Philippine Supreme Court Jurisprudence


Philippine Supreme Court Jurisprudence > Year 1907 > February 1907 Decisions > G.R. No. L-3253 February 9, 1907 - UNITED STATES v. E. S. JOCKERS

007 Phil 464:




PHILIPPINE SUPREME COURT DECISIONS

FIRST DIVISION

[G.R. No. L-3253. February 9, 1907. ]

THE UNITED STATES, Plaintiff-Appellee, v. E. S. JOCKERS, Defendant-Appellant.

Juan M. Paterno, for Appellant.

Solicitor-General Araneta, for Appellee.

SYLLABUS


1. SALE; COMMISSION; "ESTAFA." — Held, That the mere failure to return goods intrusted to one on commission at the time agreed upon does not constitute the crime of estafa, it appearing that the accused had no intention to misappropriate or misapply such goods.

2. "ESTAFA;" REDUCTION OF PENALTY. — Reduction of penalty of imprisonment of one convicted of estafa of goods valued at more than 100 pesetas, on account of time the convict has been held in detention pending trial, denied under provisions of article 93 of the Ley Provisional for the application of the Penal Code in the Philippines.


D E C I S I O N


CARSON, J. :


The accused was employed by Weingarten Brothers to peddle on commission in the city of Manila cheap jewelry, collars, cuffs, underwear, and other articles of like nature. On the 16th of February, 1906, he informed his employers that he had a special opportunity to make a sale to two Turks who were to meet him that evening at the Waldorf Hotel. Upon this representation he was intrusted with goods valued at P267.18, Philippine currency, for which it was understood that he would render an account the following day, the terms of his commission obligating him to return the goods intrusted or the money received therefore, less his commission.
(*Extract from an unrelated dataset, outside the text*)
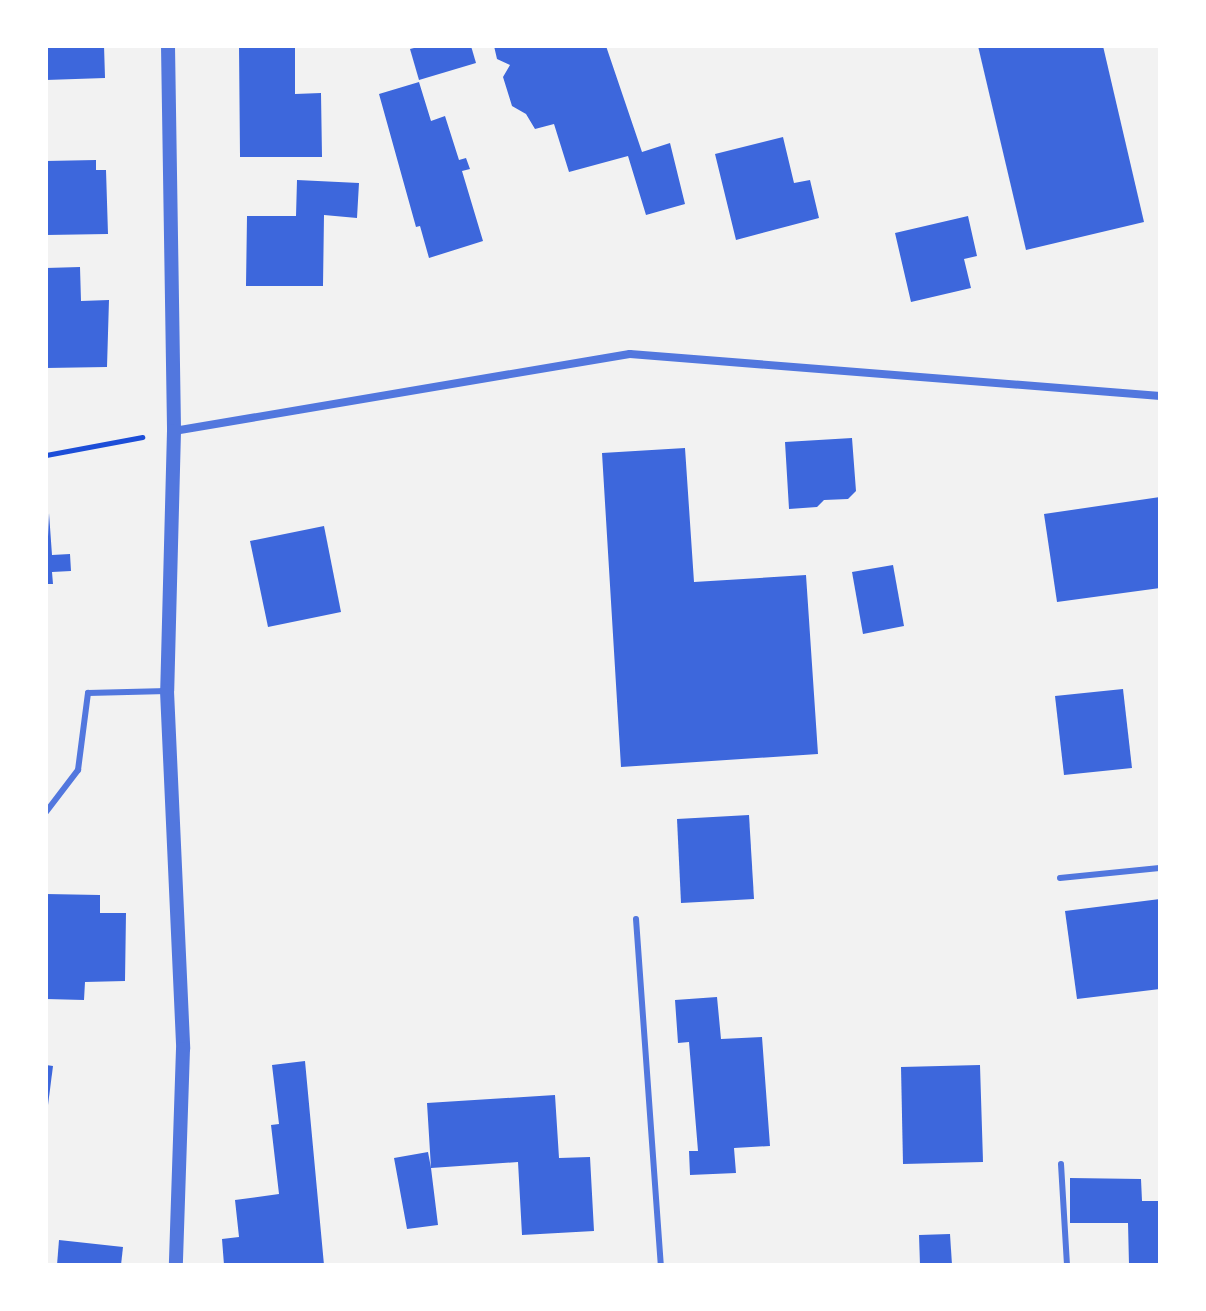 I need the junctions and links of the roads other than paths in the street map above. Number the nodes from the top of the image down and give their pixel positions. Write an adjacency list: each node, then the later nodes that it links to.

It does not appear whether this representation was or was not made in good faith, but the accused failed to returned on the following morning as agreed, and he left the city of Manila, taking the goods intrusted to him some of the outlying barrios and municipalities, where he remained until the 24th of February, when he was arrested at the instance of his employers.

During his absence he sold various articles from his stock, amounting to P37.77; Philippine currency, for which he failed to make an accounting, the rest of the goods being found in his possession and being returned to his employers.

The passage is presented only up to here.